ACTIVITY
Please repeat the data below exactly, with the pictures removed.

╭─ WORKING DATA

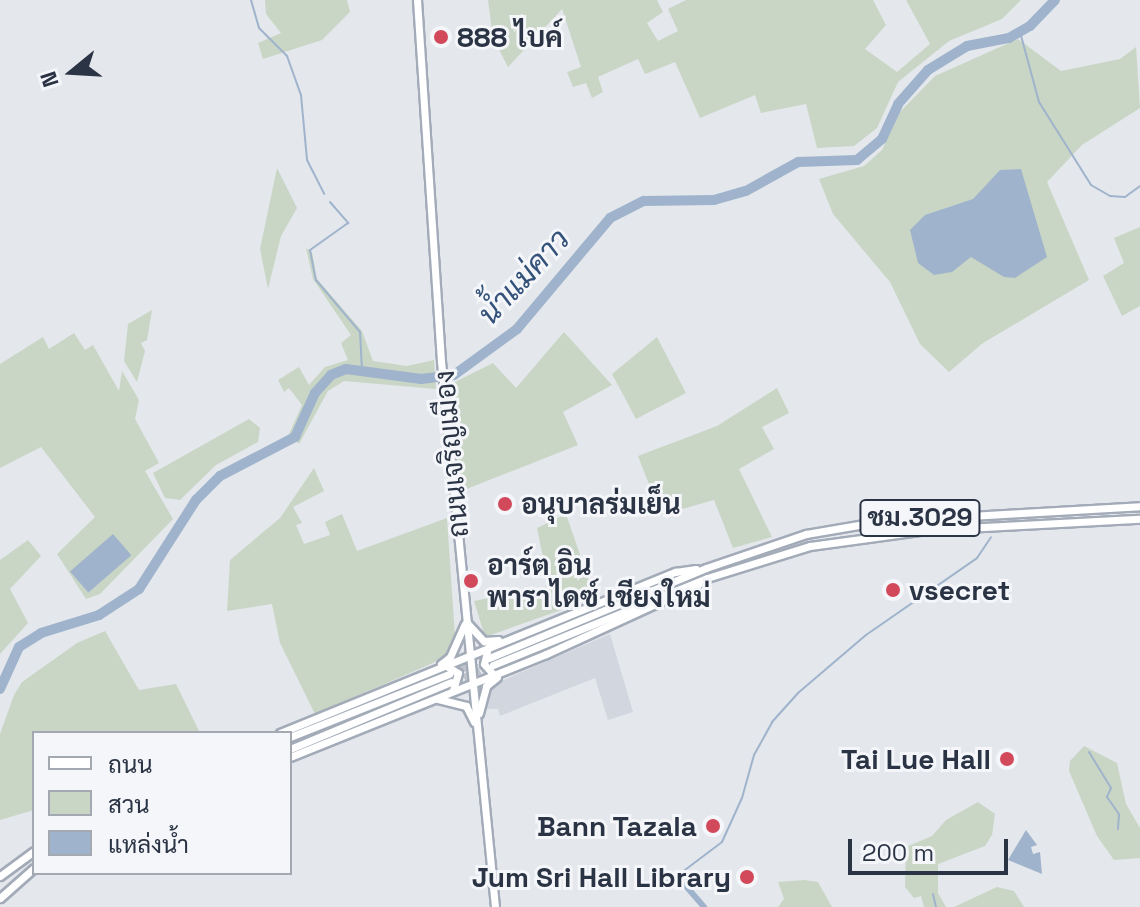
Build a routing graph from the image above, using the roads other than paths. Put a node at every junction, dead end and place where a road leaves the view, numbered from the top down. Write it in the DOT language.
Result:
graph roads {
  1 [pos="417,0"];
  2 [pos="1140,506"];
  3 [pos="1140,519"];
  4 [pos="706,568"];
  5 [pos="707,578"];
  6 [pos="466,622"];
  7 [pos="506,640"];
  8 [pos="489,647"];
  9 [pos="470,655"];
  10 [pos="445,665"];
  11 [pos="505,670"];
  12 [pos="431,672"];
  13 [pos="494,675"];
  14 [pos="473,684"];
  15 [pos="452,692"];
  16 [pos="435,699"];
  17 [pos="477,728"];
  18 [pos="285,731"];
  19 [pos="292,736"];
  20 [pos="292,748"];
  21 [pos="292,756"];
  22 [pos="32,852"];
  23 [pos="32,870"];
  24 [pos="0,876"];
  25 [pos="0,898"];
  26 [pos="495,907"];
  1 -- 6 [label="main road, ถนนเจริญเมือง"];
  2 -- 4 [label="main road, ชม.3029"];
  3 -- 5 [label="main road, ชม.3029"];
  4 -- 5 [label="main road, ชม.3029"];
  4 -- 7 [label="main road"];
  5 -- 11 [label="main road"];
  6 -- 7 [label="main road"];
  6 -- 9 [label="main road, ถนนเจริญเมือง"];
  6 -- 12 [label="main road"];
  7 -- 8 [label="main road"];
  8 -- 9 [label="main road"];
  8 -- 13 [label="main road"];
  9 -- 10 [label="main road"];
  9 -- 14 [label="main road, ถนนเจริญเมือง"];
  10 -- 12 [label="main road"];
  10 -- 15 [label="main road"];
  11 -- 13 [label="main road"];
  11 -- 17 [label="main road"];
  12 -- 18 [label="main road"];
  13 -- 14 [label="main road"];
  14 -- 15 [label="main road"];
  14 -- 17 [label="main road, ถนนเจริญเมือง"];
  15 -- 16 [label="main road"];
  16 -- 17 [label="main road"];
  16 -- 21 [label="main road"];
  17 -- 26 [label="main road, ถนนเจริญเมือง"];
  19 -- 20 [label="main road"];
  22 -- 24 [label="main road"];
  23 -- 25 [label="main road"];
}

╰─

RESULT FOR THIS TASK
Build a routing graph from the image above, using the roads other than paths. Put a node at every junction, dead end and place where a road leaves the view, numbered from the top down. Write it in the DOT language.
Result:
graph roads {
  1 [pos="417,0"];
  2 [pos="1140,506"];
  3 [pos="1140,519"];
  4 [pos="706,568"];
  5 [pos="707,578"];
  6 [pos="466,622"];
  7 [pos="506,640"];
  8 [pos="489,647"];
  9 [pos="470,655"];
  10 [pos="445,665"];
  11 [pos="505,670"];
  12 [pos="431,672"];
  13 [pos="494,675"];
  14 [pos="473,684"];
  15 [pos="452,692"];
  16 [pos="435,699"];
  17 [pos="477,728"];
  18 [pos="285,731"];
  19 [pos="292,736"];
  20 [pos="292,748"];
  21 [pos="292,756"];
  22 [pos="32,852"];
  23 [pos="32,870"];
  24 [pos="0,876"];
  25 [pos="0,898"];
  26 [pos="495,907"];
  1 -- 6 [label="main road, ถนนเจริญเมือง"];
  2 -- 4 [label="main road, ชม.3029"];
  3 -- 5 [label="main road, ชม.3029"];
  4 -- 5 [label="main road, ชม.3029"];
  4 -- 7 [label="main road"];
  5 -- 11 [label="main road"];
  6 -- 7 [label="main road"];
  6 -- 9 [label="main road, ถนนเจริญเมือง"];
  6 -- 12 [label="main road"];
  7 -- 8 [label="main road"];
  8 -- 9 [label="main road"];
  8 -- 13 [label="main road"];
  9 -- 10 [label="main road"];
  9 -- 14 [label="main road, ถนนเจริญเมือง"];
  10 -- 12 [label="main road"];
  10 -- 15 [label="main road"];
  11 -- 13 [label="main road"];
  11 -- 17 [label="main road"];
  12 -- 18 [label="main road"];
  13 -- 14 [label="main road"];
  14 -- 15 [label="main road"];
  14 -- 17 [label="main road, ถนนเจริญเมือง"];
  15 -- 16 [label="main road"];
  16 -- 17 [label="main road"];
  16 -- 21 [label="main road"];
  17 -- 26 [label="main road, ถนนเจริญเมือง"];
  19 -- 20 [label="main road"];
  22 -- 24 [label="main road"];
  23 -- 25 [label="main road"];
}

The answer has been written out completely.